Most of the current state-of-the-art climate and weather models are largely based on simulations of massive numerical systems that utilize the laws of physics to govern different aspects of the atmosphere. Because of this, running cutting-edge numerical weather and climate models is exceedingly computationally expensive, especially when simulating atmospheric phenomena with fine-grained spatial and temporal resolution. So, despite their extraordinary performance, these models are acknowledged to have several shortcomings and constraints that apply to both long- and short-term time horizons.
The amount of data that can be collected utilizing satellites, radars, and various weather sensors has also considerably increased as a result of recent technology breakthroughs. These data-driven methods use deep neural networks to train a data-driven functional mapping to solve a downstream forecasting or projection task. However, there are several restrictions on how large-scale data may be handled by current numerical weather and climate models. To counter this issue, machine learning (ML) models can offer an alternate tradeoff to gain from the scalability of both data and computation. These efforts to scale up deep learning systems for short- and medium-range weather forecasting have already shown outstanding success, frequently matching the most advanced numerical weather models.
However, most ML models lack the generality of numerical models because they are trained for specific spatiotemporal objectives using handpicked climate datasets. In order to build a more generalized model for weather and climate science, researchers at Microsoft and UCLA worked on developing ClimaX. The research team consisted of Tung Nguyen, Johannes Brandstetter, Ashish Kapoor, Jayesh K. Gupta, and Aditya Grover. ClimaX is a generalizable transformer-based weather and climate science model that can be trained with heterogeneous datasets encompassing various variables, spatiotemporal coverage, and physical groundings. The foundation model can be adjusted to suit a wide range of climate and weather requirements, which allows it to be computationally efficient while maintaining universality. The model will shortly be made available for usage in academia and research.
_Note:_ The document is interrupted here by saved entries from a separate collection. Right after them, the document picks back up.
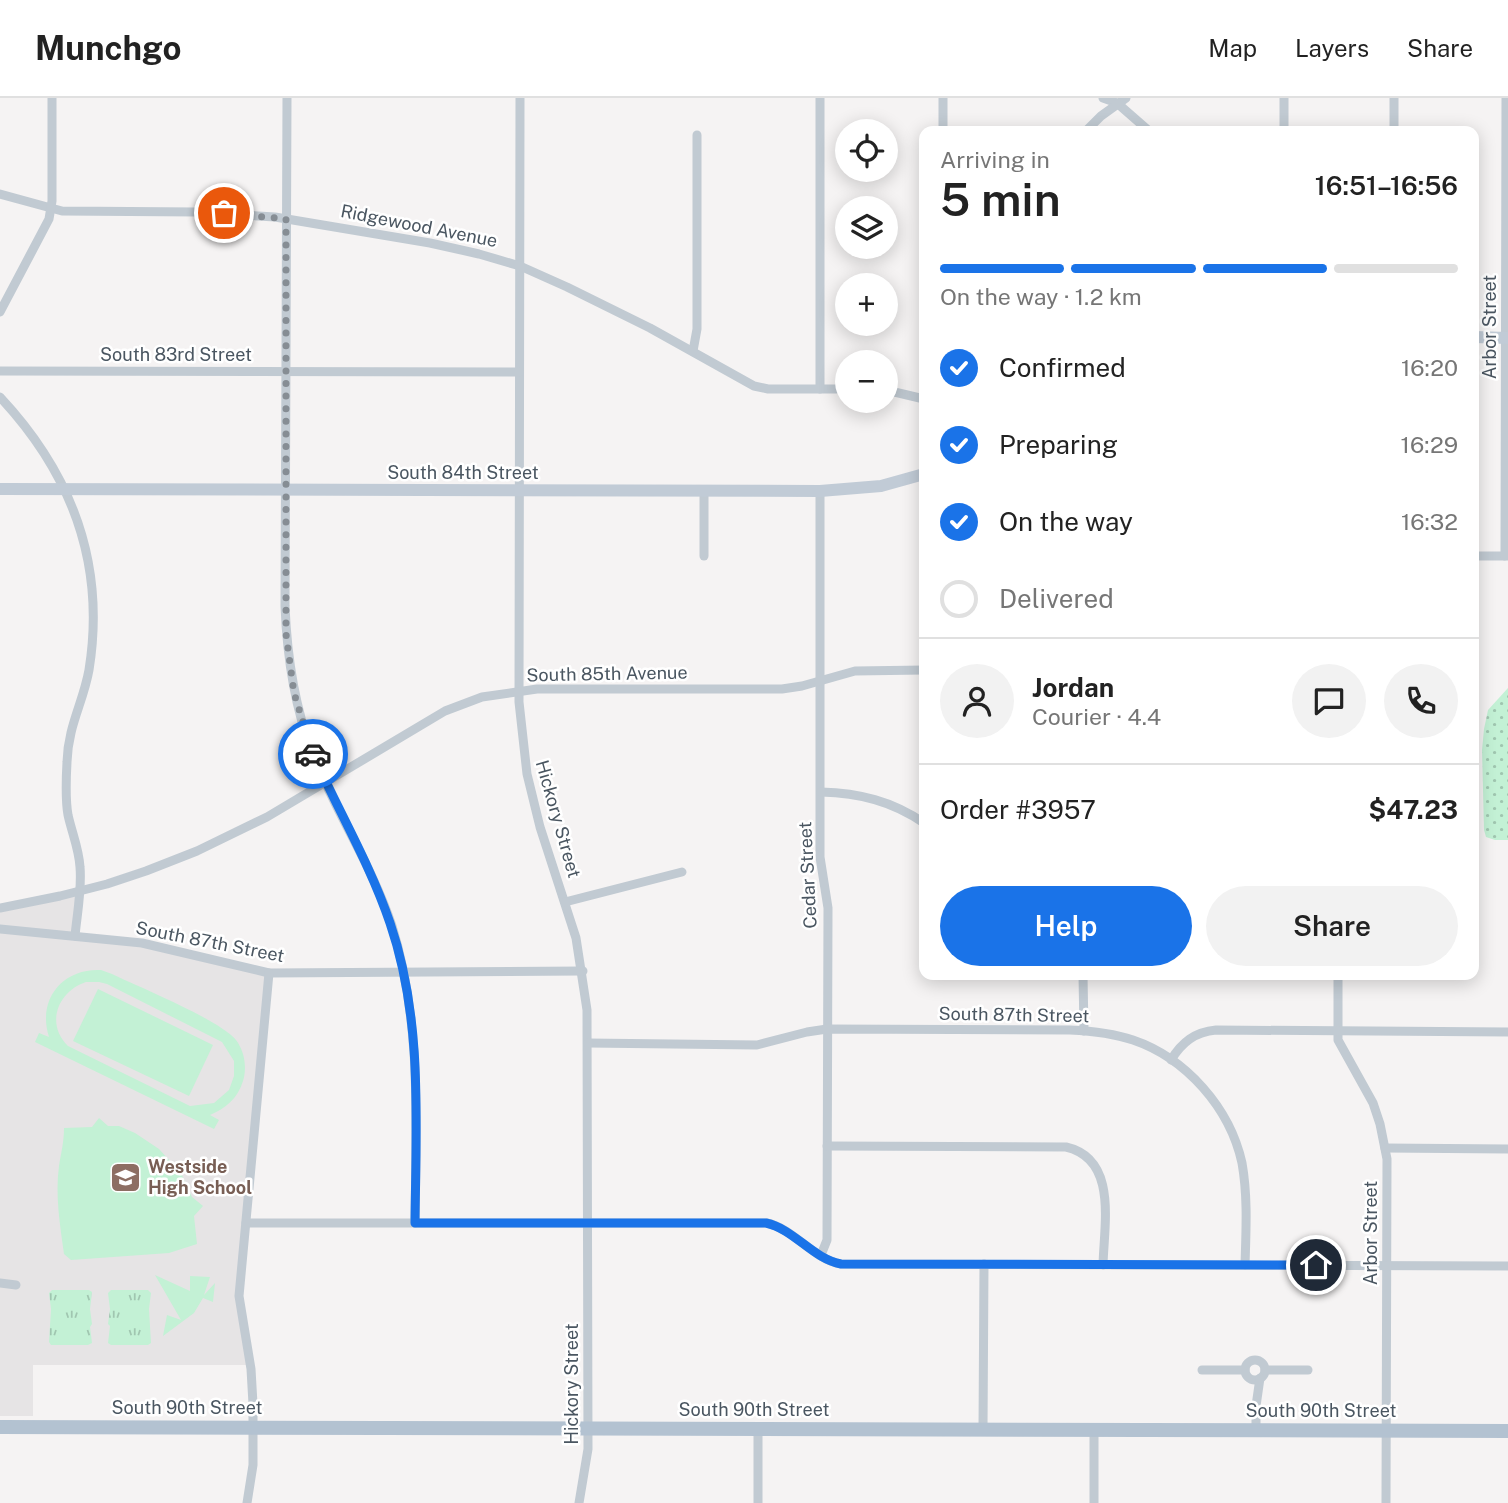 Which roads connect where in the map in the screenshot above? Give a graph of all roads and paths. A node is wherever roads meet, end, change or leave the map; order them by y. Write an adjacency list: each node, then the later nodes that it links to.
1 (52, 98): 18 (street)
2 (287, 98): 19 (street)
3 (520, 98): 20 (street, Hickory Street)
4 (820, 98): 28 (street)
5 (943, 98): 11 (street)
6 (1103, 98): 10 (street)
7 (1284, 98): 14 (street)
8 (1394, 98): 15 (street)
9 (1506, 98): 23 (street, Arbor Street)
10 (1121, 101): 12 (street); 13 (street)
11 (943, 126)
12 (1092, 126)
13 (1144, 126)
14 (1284, 126)
15 (1394, 126)
16 (697, 135): 24 (street)
17 (0, 194): 18 (street, Ridgewood Avenue)
18 (51, 209): 19 (street, Ridgewood Avenue); 21 (street)
19 (286, 219): 20 (street, Ridgewood Avenue); 26 (street)
20 (520, 266): 24 (street, Ridgewood Avenue); 27 (street, Hickory Street)
21 (0, 312)
22 (1479, 337): 23 (main road)
23 (1507, 338): 42 (street, Arbor Street)
24 (693, 351): 28 (street, Ridgewood Avenue)
25 (0, 371): 26 (street, South 83rd Street)
26 (286, 371): 27 (street, South 83rd Street); 36 (street)
27 (519, 372): 37 (street, Hickory Street)
28 (820, 389): 29 (street, Ridgewood Avenue)
29 (835, 389)
30 (898, 393): 32 (street)
31 (0, 397): 35 (street)
32 (919, 398)
33 (919, 475): 39 (main road, South 84th Street)
34 (0, 489): 35 (main road, South 84th Street)
35 (65, 489): 36 (main road, South 84th Street); 50 (street)
36 (286, 490): 37 (main road, South 84th Street); 46 (street)
37 (520, 490): 38 (main road, South 84th Street); 45 (street, Hickory Street)
38 (705, 491): 39 (main road, South 84th Street); 40 (street)
39 (820, 491): 44 (street, Cedar Street)
40 (704, 556)
41 (1479, 556): 42 (street)
42 (1507, 556)
43 (919, 670): 44 (street, South 85th Avenue)
44 (820, 680): 45 (street, South 85th Avenue); 47 (street, Cedar Street)
45 (520, 690): 46 (street, South 85th Avenue); 51 (street, Hickory Street)
46 (325, 782): 50 (street, South 85th Avenue); 56 (street)
47 (821, 792): 48 (street); 60 (street, Cedar Street)
48 (919, 819)
49 (682, 872): 51 (street)
50 (79, 892): 52 (street, South 85th Avenue); 54 (street)
51 (565, 902): 55 (street, Hickory Street)
52 (0, 908)
53 (0, 929): 54 (street, South 87th Street)
54 (75, 936): 57 (street, South 87th Street)
55 (583, 971): 56 (street, South 87th Street); 64 (street, Hickory Street)
56 (403, 972): 57 (street, South 87th Street); 70 (street)
57 (269, 973): 69 (street)
58 (1083, 980): 61 (street)
59 (1338, 980): 62 (street, Arbor Street)
60 (827, 1029): 61 (street, South 87th Street); 64 (street, South 87th Street); 66 (street, Cedar Street)
61 (1084, 1031): 65 (street, South 87th Street)
62 (1337, 1031): 63 (street); 65 (street); 67 (street, Arbor Street)
63 (1508, 1032)
64 (588, 1043): 71 (street, Hickory Street)
65 (1171, 1060): 75 (street, South 87th Street)
66 (827, 1146): 72 (street, Cedar Street); 74 (street)
67 (1385, 1148): 68 (street); 76 (street, Arbor Street)
68 (1508, 1149)
69 (246, 1223): 70 (street); 84 (street)
70 (415, 1223): 71 (street)
71 (588, 1223): 72 (street); 85 (street, Hickory Street)
72 (821, 1255): 73 (street)
73 (984, 1264): 74 (street); 87 (street)
74 (1103, 1265): 75 (street)
75 (1245, 1265): 76 (street)
76 (1387, 1266): 77 (street); 90 (street, Arbor Street)
77 (1508, 1266)
78 (0, 1283): 79 (street)
79 (16, 1285)
80 (1202, 1370): 82 (street)
81 (1308, 1370): 82 (street)
82 (1255, 1374): 89 (street)
83 (0, 1427): 84 (main road, South 90th Street)
84 (253, 1428): 85 (main road, South 90th Street); 92 (street)
85 (588, 1429): 86 (main road, South 90th Street); 93 (street, Hickory Street)
86 (758, 1429): 87 (main road, South 90th Street); 94 (street)
87 (984, 1430): 88 (main road, South 90th Street)
88 (1094, 1430): 89 (main road, South 90th Street); 95 (street)
89 (1256, 1430): 90 (main road, South 90th Street)
90 (1387, 1431): 91 (main road, South 90th Street); 96 (street, Arbor Street)
91 (1508, 1431)
92 (247, 1503)
93 (579, 1503)
94 (758, 1503)
95 (1094, 1503)
96 (1386, 1503)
ClimaX uses the pretraining-finetuning paradigm, which has grown in popularity recently for training unsupervised foundation models. The researchers used climate simulation datasets that use underlying laws of physics rather than limiting themselves to conventional homogeneous weather datasets for pretraining ClimaX. The benefit of doing so was the abundance of data made available due to diverse climate simulations from numerous groups. The researchers used the climate datasets derived from CMIP6 for this purpose. After that, the pre-trained ClimaX can be adjusted to handle various climate and weather tasks, including those that incorporate atmospheric variables and spatiotemporal scales that weren’t considered during pretraining.
ClimaX is a multi-dimensional architecture for image-to-image translation based on Vision Transformers (ViT). However, ClimaX differs from standard ViT architectures in two important aspects: variable tokenization and variable aggregation. Contrary to common image data, where ViT tokenization involves dividing all input into equal patches and flattening these patches, the researchers used variable tokenization for climate data. Since climate data can be quite irregular, variable tokenization treats variables as discrete modalities to enable more flexible training even with inconsistent datasets. However, variable tokenization has two shortcomings. It produces sequences that get longer linearly with the number of input variables, which is incredibly inefficient in computation. Additionally, the input will likely comprise tokens of many variables with widely disparate physical backgrounds. Thus, the researchers suggested variable aggregation, a cross-attention process that generates an embedding vector of similar size for each spatial location.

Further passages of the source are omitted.